EXERCISE DIRECTIONS
You are asked to write out the full listing exactly as it stands.

_____

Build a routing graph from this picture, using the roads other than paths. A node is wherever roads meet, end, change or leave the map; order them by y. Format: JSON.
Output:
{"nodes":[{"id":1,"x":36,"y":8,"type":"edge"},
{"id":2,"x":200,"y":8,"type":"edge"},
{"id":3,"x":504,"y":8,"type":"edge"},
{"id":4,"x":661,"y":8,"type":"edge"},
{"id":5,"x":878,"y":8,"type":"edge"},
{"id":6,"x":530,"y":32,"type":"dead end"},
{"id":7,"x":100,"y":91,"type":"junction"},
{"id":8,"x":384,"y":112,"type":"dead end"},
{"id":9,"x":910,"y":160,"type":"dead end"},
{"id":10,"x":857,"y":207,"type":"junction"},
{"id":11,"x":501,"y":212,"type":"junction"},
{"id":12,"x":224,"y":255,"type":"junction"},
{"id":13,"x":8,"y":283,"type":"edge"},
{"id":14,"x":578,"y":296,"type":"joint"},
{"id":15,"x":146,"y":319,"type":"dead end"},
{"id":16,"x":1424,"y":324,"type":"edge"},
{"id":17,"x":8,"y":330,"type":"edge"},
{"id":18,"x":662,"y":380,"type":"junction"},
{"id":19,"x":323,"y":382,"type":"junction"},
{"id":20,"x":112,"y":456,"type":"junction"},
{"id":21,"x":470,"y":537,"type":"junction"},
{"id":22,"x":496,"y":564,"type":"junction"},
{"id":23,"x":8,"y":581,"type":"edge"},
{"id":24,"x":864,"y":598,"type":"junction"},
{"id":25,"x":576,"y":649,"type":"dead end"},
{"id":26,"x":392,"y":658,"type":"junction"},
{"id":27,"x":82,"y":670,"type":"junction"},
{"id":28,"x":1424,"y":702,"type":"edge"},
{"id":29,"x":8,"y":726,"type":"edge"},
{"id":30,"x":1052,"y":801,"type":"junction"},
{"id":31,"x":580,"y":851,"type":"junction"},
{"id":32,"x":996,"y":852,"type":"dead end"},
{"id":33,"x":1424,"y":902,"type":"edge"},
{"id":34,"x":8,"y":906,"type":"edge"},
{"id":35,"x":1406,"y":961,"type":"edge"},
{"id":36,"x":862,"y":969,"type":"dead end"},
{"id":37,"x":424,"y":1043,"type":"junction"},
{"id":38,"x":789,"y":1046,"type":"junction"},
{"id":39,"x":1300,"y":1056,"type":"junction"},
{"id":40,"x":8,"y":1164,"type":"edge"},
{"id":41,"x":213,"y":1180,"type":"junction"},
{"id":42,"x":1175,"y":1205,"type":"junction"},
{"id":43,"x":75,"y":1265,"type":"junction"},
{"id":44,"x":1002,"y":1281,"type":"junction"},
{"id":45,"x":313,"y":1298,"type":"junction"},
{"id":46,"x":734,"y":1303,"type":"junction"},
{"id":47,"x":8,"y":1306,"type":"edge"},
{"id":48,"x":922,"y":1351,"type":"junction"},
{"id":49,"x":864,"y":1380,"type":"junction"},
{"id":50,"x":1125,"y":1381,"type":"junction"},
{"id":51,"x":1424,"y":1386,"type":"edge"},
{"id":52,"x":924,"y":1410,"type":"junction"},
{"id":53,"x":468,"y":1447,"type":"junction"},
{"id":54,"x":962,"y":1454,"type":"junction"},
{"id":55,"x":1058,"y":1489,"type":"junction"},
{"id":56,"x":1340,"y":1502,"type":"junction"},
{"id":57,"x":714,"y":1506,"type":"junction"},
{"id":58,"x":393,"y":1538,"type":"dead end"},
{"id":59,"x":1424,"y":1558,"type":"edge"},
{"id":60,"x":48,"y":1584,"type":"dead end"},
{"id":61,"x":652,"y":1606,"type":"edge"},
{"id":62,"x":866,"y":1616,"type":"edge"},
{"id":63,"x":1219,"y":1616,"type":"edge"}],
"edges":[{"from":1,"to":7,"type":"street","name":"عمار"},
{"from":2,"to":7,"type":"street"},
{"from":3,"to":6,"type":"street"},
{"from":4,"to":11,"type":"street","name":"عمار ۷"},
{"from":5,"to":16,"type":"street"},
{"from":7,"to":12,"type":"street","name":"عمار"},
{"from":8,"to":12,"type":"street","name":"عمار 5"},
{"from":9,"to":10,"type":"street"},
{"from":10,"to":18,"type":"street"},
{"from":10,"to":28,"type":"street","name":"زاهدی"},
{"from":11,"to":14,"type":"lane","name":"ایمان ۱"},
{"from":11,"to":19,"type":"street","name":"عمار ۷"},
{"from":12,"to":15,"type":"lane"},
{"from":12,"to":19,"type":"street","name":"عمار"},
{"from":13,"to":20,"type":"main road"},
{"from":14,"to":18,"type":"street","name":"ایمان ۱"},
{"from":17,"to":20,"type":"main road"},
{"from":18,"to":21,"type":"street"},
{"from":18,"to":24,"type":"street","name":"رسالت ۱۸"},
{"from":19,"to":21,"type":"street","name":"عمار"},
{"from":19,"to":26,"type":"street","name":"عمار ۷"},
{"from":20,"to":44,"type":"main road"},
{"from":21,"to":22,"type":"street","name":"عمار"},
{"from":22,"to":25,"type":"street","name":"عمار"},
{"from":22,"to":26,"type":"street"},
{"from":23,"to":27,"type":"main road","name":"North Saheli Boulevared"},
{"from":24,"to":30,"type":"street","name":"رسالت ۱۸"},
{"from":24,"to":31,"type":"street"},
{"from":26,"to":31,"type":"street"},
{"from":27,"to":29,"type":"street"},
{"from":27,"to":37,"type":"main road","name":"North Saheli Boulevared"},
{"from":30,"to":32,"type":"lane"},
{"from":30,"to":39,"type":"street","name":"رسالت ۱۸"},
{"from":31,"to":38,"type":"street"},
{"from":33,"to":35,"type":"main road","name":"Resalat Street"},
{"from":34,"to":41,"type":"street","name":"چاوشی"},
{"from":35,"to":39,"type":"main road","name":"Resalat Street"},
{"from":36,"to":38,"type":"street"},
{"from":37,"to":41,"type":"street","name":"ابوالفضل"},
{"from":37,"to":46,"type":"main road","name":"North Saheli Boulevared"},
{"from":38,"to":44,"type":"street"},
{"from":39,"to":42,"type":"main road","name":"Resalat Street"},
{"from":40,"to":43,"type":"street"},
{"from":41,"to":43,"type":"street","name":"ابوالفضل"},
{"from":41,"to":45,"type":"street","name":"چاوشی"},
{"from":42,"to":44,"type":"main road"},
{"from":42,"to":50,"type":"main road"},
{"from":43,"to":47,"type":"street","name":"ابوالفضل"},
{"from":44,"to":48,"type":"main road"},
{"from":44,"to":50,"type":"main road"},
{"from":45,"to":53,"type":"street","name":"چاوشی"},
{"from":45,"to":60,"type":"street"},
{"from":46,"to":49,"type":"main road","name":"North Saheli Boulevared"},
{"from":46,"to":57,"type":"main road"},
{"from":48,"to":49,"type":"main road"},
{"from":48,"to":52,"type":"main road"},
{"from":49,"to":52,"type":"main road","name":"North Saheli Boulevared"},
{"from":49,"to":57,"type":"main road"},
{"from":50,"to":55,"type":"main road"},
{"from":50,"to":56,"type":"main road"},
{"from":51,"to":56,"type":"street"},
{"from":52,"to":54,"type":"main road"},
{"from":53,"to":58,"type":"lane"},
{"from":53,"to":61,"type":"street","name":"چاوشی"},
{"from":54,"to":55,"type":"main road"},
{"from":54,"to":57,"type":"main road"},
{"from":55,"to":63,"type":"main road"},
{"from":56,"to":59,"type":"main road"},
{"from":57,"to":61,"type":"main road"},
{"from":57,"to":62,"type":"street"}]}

_____

TASK OUTPUT
Build a routing graph from this picture, using the roads other than paths. A node is wherever roads meet, end, change or leave the map; order them by y. Format: JSON.
Output:
{"nodes":[{"id":1,"x":36,"y":8,"type":"edge"},
{"id":2,"x":200,"y":8,"type":"edge"},
{"id":3,"x":504,"y":8,"type":"edge"},
{"id":4,"x":661,"y":8,"type":"edge"},
{"id":5,"x":878,"y":8,"type":"edge"},
{"id":6,"x":530,"y":32,"type":"dead end"},
{"id":7,"x":100,"y":91,"type":"junction"},
{"id":8,"x":384,"y":112,"type":"dead end"},
{"id":9,"x":910,"y":160,"type":"dead end"},
{"id":10,"x":857,"y":207,"type":"junction"},
{"id":11,"x":501,"y":212,"type":"junction"},
{"id":12,"x":224,"y":255,"type":"junction"},
{"id":13,"x":8,"y":283,"type":"edge"},
{"id":14,"x":578,"y":296,"type":"joint"},
{"id":15,"x":146,"y":319,"type":"dead end"},
{"id":16,"x":1424,"y":324,"type":"edge"},
{"id":17,"x":8,"y":330,"type":"edge"},
{"id":18,"x":662,"y":380,"type":"junction"},
{"id":19,"x":323,"y":382,"type":"junction"},
{"id":20,"x":112,"y":456,"type":"junction"},
{"id":21,"x":470,"y":537,"type":"junction"},
{"id":22,"x":496,"y":564,"type":"junction"},
{"id":23,"x":8,"y":581,"type":"edge"},
{"id":24,"x":864,"y":598,"type":"junction"},
{"id":25,"x":576,"y":649,"type":"dead end"},
{"id":26,"x":392,"y":658,"type":"junction"},
{"id":27,"x":82,"y":670,"type":"junction"},
{"id":28,"x":1424,"y":702,"type":"edge"},
{"id":29,"x":8,"y":726,"type":"edge"},
{"id":30,"x":1052,"y":801,"type":"junction"},
{"id":31,"x":580,"y":851,"type":"junction"},
{"id":32,"x":996,"y":852,"type":"dead end"},
{"id":33,"x":1424,"y":902,"type":"edge"},
{"id":34,"x":8,"y":906,"type":"edge"},
{"id":35,"x":1406,"y":961,"type":"edge"},
{"id":36,"x":862,"y":969,"type":"dead end"},
{"id":37,"x":424,"y":1043,"type":"junction"},
{"id":38,"x":789,"y":1046,"type":"junction"},
{"id":39,"x":1300,"y":1056,"type":"junction"},
{"id":40,"x":8,"y":1164,"type":"edge"},
{"id":41,"x":213,"y":1180,"type":"junction"},
{"id":42,"x":1175,"y":1205,"type":"junction"},
{"id":43,"x":75,"y":1265,"type":"junction"},
{"id":44,"x":1002,"y":1281,"type":"junction"},
{"id":45,"x":313,"y":1298,"type":"junction"},
{"id":46,"x":734,"y":1303,"type":"junction"},
{"id":47,"x":8,"y":1306,"type":"edge"},
{"id":48,"x":922,"y":1351,"type":"junction"},
{"id":49,"x":864,"y":1380,"type":"junction"},
{"id":50,"x":1125,"y":1381,"type":"junction"},
{"id":51,"x":1424,"y":1386,"type":"edge"},
{"id":52,"x":924,"y":1410,"type":"junction"},
{"id":53,"x":468,"y":1447,"type":"junction"},
{"id":54,"x":962,"y":1454,"type":"junction"},
{"id":55,"x":1058,"y":1489,"type":"junction"},
{"id":56,"x":1340,"y":1502,"type":"junction"},
{"id":57,"x":714,"y":1506,"type":"junction"},
{"id":58,"x":393,"y":1538,"type":"dead end"},
{"id":59,"x":1424,"y":1558,"type":"edge"},
{"id":60,"x":48,"y":1584,"type":"dead end"},
{"id":61,"x":652,"y":1606,"type":"edge"},
{"id":62,"x":866,"y":1616,"type":"edge"},
{"id":63,"x":1219,"y":1616,"type":"edge"}],
"edges":[{"from":1,"to":7,"type":"street","name":"عمار"},
{"from":2,"to":7,"type":"street"},
{"from":3,"to":6,"type":"street"},
{"from":4,"to":11,"type":"street","name":"عمار ۷"},
{"from":5,"to":16,"type":"street"},
{"from":7,"to":12,"type":"street","name":"عمار"},
{"from":8,"to":12,"type":"street","name":"عمار 5"},
{"from":9,"to":10,"type":"street"},
{"from":10,"to":18,"type":"street"},
{"from":10,"to":28,"type":"street","name":"زاهدی"},
{"from":11,"to":14,"type":"lane","name":"ایمان ۱"},
{"from":11,"to":19,"type":"street","name":"عمار ۷"},
{"from":12,"to":15,"type":"lane"},
{"from":12,"to":19,"type":"street","name":"عمار"},
{"from":13,"to":20,"type":"main road"},
{"from":14,"to":18,"type":"street","name":"ایمان ۱"},
{"from":17,"to":20,"type":"main road"},
{"from":18,"to":21,"type":"street"},
{"from":18,"to":24,"type":"street","name":"رسالت ۱۸"},
{"from":19,"to":21,"type":"street","name":"عمار"},
{"from":19,"to":26,"type":"street","name":"عمار ۷"},
{"from":20,"to":44,"type":"main road"},
{"from":21,"to":22,"type":"street","name":"عمار"},
{"from":22,"to":25,"type":"street","name":"عمار"},
{"from":22,"to":26,"type":"street"},
{"from":23,"to":27,"type":"main road","name":"North Saheli Boulevared"},
{"from":24,"to":30,"type":"street","name":"رسالت ۱۸"},
{"from":24,"to":31,"type":"street"},
{"from":26,"to":31,"type":"street"},
{"from":27,"to":29,"type":"street"},
{"from":27,"to":37,"type":"main road","name":"North Saheli Boulevared"},
{"from":30,"to":32,"type":"lane"},
{"from":30,"to":39,"type":"street","name":"رسالت ۱۸"},
{"from":31,"to":38,"type":"street"},
{"from":33,"to":35,"type":"main road","name":"Resalat Street"},
{"from":34,"to":41,"type":"street","name":"چاوشی"},
{"from":35,"to":39,"type":"main road","name":"Resalat Street"},
{"from":36,"to":38,"type":"street"},
{"from":37,"to":41,"type":"street","name":"ابوالفضل"},
{"from":37,"to":46,"type":"main road","name":"North Saheli Boulevared"},
{"from":38,"to":44,"type":"street"},
{"from":39,"to":42,"type":"main road","name":"Resalat Street"},
{"from":40,"to":43,"type":"street"},
{"from":41,"to":43,"type":"street","name":"ابوالفضل"},
{"from":41,"to":45,"type":"street","name":"چاوشی"},
{"from":42,"to":44,"type":"main road"},
{"from":42,"to":50,"type":"main road"},
{"from":43,"to":47,"type":"street","name":"ابوالفضل"},
{"from":44,"to":48,"type":"main road"},
{"from":44,"to":50,"type":"main road"},
{"from":45,"to":53,"type":"street","name":"چاوشی"},
{"from":45,"to":60,"type":"street"},
{"from":46,"to":49,"type":"main road","name":"North Saheli Boulevared"},
{"from":46,"to":57,"type":"main road"},
{"from":48,"to":49,"type":"main road"},
{"from":48,"to":52,"type":"main road"},
{"from":49,"to":52,"type":"main road","name":"North Saheli Boulevared"},
{"from":49,"to":57,"type":"main road"},
{"from":50,"to":55,"type":"main road"},
{"from":50,"to":56,"type":"main road"},
{"from":51,"to":56,"type":"street"},
{"from":52,"to":54,"type":"main road"},
{"from":53,"to":58,"type":"lane"},
{"from":53,"to":61,"type":"street","name":"چاوشی"},
{"from":54,"to":55,"type":"main road"},
{"from":54,"to":57,"type":"main road"},
{"from":55,"to":63,"type":"main road"},
{"from":56,"to":59,"type":"main road"},
{"from":57,"to":61,"type":"main road"},
{"from":57,"to":62,"type":"street"}]}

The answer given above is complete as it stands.